Recent restoration of art in the Our Lady of Perpetual Help Oratory at the Mother House of the Sisters of Charity of Leavenworth (SCLs) has significantly revived vibrant colors in the paintings. An added bonus was the uncovering of a previously unknown dedication signed by the original artist.
Peggy Van Witt, founder and chief conservator of Van Witt Fine Art Conservation, Overland Park, Kan., completed the restoration. Her work included the large icon/painting of Our Lady of Perpetual Help and the 14 Stations of the Cross, all dating to 1940.
Before conservation treatment, the paintings showed signs of extensive deterioration. The surfaces were flaking with craquelure (pronounced “crack loor” – a network of fine cracks in the paint or the varnish of a painting); the gold leaf had significantly faded, some areas void of any remaining gilding; the gemstones were loose, detached or missing completely from the crowns; and the luster that once radiated from the icons had dulled. Peggy thoroughly examined the artworks and took their respective conditions into consideration to allow for proper cleaning, stabilization and restoration of all losses.
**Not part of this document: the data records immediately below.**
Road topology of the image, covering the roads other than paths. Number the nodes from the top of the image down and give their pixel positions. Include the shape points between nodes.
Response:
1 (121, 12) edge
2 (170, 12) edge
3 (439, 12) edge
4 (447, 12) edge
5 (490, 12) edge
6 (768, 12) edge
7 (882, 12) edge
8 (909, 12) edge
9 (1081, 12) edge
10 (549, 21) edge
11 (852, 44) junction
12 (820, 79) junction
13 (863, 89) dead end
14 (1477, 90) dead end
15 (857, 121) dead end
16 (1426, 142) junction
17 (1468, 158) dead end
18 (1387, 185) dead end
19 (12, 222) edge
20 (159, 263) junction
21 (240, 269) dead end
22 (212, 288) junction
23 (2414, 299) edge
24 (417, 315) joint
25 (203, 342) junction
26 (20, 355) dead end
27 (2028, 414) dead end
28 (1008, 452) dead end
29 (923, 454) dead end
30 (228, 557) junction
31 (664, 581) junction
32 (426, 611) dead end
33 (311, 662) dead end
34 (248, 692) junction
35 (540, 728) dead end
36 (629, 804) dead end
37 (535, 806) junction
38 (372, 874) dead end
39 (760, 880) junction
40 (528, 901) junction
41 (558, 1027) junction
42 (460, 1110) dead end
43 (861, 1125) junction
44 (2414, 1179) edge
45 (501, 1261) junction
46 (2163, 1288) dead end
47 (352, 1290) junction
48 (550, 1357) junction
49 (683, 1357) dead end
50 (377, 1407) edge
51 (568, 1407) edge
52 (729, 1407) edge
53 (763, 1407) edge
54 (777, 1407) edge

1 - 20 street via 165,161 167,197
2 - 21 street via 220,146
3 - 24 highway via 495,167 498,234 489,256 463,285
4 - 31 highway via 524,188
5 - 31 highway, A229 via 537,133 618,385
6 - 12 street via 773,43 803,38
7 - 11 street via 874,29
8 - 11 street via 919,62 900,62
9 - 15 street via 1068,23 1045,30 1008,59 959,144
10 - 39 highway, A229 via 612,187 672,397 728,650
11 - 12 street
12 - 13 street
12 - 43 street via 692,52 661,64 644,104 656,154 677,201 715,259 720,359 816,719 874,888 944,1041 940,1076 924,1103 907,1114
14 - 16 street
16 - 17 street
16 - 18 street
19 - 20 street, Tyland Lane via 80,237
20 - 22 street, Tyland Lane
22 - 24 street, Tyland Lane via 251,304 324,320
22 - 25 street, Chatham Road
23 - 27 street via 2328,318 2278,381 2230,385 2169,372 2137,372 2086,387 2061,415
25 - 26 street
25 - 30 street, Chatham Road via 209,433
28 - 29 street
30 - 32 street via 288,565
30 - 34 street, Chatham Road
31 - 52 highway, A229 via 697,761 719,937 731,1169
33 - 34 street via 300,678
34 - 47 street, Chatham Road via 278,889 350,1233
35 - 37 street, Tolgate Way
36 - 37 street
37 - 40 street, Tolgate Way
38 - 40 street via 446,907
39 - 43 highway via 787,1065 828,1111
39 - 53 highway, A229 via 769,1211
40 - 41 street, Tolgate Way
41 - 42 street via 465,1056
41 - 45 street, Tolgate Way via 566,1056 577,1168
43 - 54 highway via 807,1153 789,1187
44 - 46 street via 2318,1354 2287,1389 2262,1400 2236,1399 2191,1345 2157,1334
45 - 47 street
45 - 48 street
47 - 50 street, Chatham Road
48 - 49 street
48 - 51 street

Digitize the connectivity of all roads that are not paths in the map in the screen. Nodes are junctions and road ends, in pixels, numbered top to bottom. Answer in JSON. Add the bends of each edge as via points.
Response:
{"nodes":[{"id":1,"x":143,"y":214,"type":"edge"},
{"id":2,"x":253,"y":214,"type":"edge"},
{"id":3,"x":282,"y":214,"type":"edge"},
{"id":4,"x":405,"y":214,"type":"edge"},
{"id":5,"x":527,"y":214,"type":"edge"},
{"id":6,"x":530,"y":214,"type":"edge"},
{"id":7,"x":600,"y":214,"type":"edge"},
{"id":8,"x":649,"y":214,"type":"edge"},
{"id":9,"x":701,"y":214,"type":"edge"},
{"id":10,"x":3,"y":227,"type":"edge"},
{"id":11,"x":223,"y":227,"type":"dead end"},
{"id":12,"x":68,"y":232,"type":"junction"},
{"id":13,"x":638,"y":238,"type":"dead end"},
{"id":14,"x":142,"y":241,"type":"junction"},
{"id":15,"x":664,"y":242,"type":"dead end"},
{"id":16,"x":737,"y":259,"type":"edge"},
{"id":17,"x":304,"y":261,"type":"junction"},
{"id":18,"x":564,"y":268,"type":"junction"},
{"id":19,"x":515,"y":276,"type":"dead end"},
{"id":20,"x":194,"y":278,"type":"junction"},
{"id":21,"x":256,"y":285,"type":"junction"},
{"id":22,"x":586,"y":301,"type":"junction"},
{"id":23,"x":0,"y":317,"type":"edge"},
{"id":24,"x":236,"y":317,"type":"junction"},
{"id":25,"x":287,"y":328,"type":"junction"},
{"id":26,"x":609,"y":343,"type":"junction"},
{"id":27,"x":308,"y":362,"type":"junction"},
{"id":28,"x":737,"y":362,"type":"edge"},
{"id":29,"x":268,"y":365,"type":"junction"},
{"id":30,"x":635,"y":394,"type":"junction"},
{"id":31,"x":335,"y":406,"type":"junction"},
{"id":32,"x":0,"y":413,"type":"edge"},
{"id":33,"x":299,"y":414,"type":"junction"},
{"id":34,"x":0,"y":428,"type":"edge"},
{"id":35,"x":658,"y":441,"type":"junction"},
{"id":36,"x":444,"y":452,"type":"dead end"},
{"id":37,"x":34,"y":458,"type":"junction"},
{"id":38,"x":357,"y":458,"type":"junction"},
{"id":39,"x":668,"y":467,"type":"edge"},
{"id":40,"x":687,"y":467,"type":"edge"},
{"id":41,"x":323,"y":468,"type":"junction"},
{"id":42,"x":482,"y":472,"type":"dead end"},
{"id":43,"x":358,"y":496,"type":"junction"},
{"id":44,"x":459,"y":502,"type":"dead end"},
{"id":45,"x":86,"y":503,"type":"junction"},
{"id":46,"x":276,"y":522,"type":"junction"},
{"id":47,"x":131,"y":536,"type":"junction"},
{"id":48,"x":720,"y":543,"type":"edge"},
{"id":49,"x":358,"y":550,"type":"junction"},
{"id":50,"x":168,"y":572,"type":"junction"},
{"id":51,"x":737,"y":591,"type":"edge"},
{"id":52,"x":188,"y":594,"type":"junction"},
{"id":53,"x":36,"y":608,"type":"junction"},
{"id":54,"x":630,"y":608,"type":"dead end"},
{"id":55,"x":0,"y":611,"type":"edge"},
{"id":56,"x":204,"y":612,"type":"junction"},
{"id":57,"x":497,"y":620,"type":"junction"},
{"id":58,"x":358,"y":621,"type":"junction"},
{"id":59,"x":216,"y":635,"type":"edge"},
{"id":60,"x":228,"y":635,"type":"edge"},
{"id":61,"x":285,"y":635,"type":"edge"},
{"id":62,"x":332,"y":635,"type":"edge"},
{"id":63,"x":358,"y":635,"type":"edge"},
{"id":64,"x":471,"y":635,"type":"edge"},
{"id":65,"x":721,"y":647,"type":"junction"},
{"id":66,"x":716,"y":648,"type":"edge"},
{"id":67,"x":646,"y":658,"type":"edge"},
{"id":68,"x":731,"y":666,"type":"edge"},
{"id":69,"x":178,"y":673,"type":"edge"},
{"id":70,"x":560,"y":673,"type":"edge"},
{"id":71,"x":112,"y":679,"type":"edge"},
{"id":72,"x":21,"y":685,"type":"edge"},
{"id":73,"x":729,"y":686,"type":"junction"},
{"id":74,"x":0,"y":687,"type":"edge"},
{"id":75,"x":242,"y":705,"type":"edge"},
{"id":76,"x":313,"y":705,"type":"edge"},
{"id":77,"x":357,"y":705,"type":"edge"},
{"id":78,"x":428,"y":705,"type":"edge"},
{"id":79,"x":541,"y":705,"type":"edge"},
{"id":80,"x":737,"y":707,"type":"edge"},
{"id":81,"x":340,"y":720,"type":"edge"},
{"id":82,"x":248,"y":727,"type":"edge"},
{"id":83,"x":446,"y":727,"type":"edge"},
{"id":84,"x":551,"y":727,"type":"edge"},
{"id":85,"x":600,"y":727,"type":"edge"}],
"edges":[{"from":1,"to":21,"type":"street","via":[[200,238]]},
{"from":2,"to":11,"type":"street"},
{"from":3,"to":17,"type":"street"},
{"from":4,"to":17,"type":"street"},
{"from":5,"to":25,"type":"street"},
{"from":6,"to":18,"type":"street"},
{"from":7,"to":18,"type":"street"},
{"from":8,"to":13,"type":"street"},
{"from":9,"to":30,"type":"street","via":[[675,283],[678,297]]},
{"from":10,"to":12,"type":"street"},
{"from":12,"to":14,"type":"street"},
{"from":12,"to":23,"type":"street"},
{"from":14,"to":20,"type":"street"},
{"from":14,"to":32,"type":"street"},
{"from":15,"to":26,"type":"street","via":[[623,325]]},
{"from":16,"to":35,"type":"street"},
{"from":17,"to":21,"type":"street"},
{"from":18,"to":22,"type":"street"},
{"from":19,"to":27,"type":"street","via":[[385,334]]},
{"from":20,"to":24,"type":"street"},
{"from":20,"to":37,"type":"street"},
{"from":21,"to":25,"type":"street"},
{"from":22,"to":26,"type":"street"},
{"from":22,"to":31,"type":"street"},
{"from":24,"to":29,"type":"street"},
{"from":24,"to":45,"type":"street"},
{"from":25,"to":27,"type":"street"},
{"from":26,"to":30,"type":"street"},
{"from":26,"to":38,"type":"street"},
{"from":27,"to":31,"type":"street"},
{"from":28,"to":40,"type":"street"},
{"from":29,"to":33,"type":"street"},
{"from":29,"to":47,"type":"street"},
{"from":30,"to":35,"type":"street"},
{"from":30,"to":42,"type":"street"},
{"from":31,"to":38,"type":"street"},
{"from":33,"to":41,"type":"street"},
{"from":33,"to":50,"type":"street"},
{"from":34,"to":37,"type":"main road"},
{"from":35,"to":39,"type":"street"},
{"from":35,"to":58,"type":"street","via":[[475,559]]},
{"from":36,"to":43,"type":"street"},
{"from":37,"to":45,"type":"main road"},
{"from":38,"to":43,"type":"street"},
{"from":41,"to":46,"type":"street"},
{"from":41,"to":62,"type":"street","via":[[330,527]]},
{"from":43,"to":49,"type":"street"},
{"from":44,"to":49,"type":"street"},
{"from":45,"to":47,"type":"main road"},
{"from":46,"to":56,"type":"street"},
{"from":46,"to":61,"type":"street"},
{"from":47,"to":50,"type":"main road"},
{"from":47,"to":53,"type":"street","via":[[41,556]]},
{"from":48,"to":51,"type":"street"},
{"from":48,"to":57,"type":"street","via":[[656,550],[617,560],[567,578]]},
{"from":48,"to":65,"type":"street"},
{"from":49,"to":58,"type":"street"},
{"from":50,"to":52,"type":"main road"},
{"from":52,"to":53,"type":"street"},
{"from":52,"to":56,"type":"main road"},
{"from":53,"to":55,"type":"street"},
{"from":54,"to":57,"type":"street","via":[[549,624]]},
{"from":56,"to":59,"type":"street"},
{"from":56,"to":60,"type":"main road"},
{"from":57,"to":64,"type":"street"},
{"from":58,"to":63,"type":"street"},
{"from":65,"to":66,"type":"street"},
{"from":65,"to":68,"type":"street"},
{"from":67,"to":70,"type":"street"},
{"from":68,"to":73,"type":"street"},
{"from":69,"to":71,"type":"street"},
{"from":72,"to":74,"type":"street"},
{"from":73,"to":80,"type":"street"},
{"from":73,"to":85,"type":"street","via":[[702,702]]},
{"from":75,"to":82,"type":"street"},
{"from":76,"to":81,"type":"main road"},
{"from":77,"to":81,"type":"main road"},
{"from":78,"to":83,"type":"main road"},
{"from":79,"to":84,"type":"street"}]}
The conservator worked on the Stations of the Cross in the small chapel. She took the large icon to her studio for its major restoration. Throughout the restoration process, Peggy drew upon her vast experience and adhered to the Code of Ethics and Guidelines for Practice of the American Institute for the Conservation of Historic Works (AIC). She returned the icon of Our Lady of Perpetual Hope to the chapel for installation under ultraviolet protective conservation glass.
Lino Lipinsky painted the art in 1940 when he designed the interior of the small chapel on the main floor of the then new SCL Mother House, dedicated on Nov. 11 that year. When the maintenance team removed the painting of the Madonna and Child from its custom frame, Peggy and Tonya Crawford, SCL archivist, (both pictured at top of page) discovered a tiny inscription along the bottom right side of the art. Presumably, Lino, who had fled Italy at the beginning of World War II, painted the words “Patris in memoriam” – “In memory of his father.” His father Sigmund, also an artist, had died of a stroke in Italy within hours of knowing that Lino had reached the United States.
About the conservator
A third-generation art conservator, Peggy Van Witt has restored many other notable works including paintings of Thomas Hart Benton; installed and conserved artwork in the Crystal Bridges Museum of Art in Bentonville, Ark.; and stabilized the NASA flight manual that astronauts carried with them to the moon and back.
Working in the arts comes as a second nature to Peggy who credits her mother, an arts and antiques dealer, and her grandmother, a trained conservator and artist, for instilling her love and appreciation of art. The two women laid the foundation upon which Peggy has built her own profession. Looking back on her upbringing she remarks, “Art was what we did.”
Originally born in the United States, Peggy grew up in Germany. Her mother took Peggy and her older brother, then infants, back to her homeland in Europe after their father died. As a young woman, Peggy had a successful career as a creative director of a large American advertising agency in Germany. During her time at the ad agency, Peggy traveled extensively, lived in nine countries and learned four languages.
She quickly realized the untapped market for art conservation in the United States. Her brother, who had earlier returned to the U.S., gave Peggy her first commercial space in Westport, Conn., where she had her studio for six years. “I never looked back after this,” she says. As the business grew to accommodate the high demand for conservation, Peggy became a professional associate of the American Institute of Conservation in the United States. The Overland Park Van Witt Fine Art Conservation studio restored over 300 works of art in 2018. It continues to serve a growing market of museums, historical societies and collectors nationwide.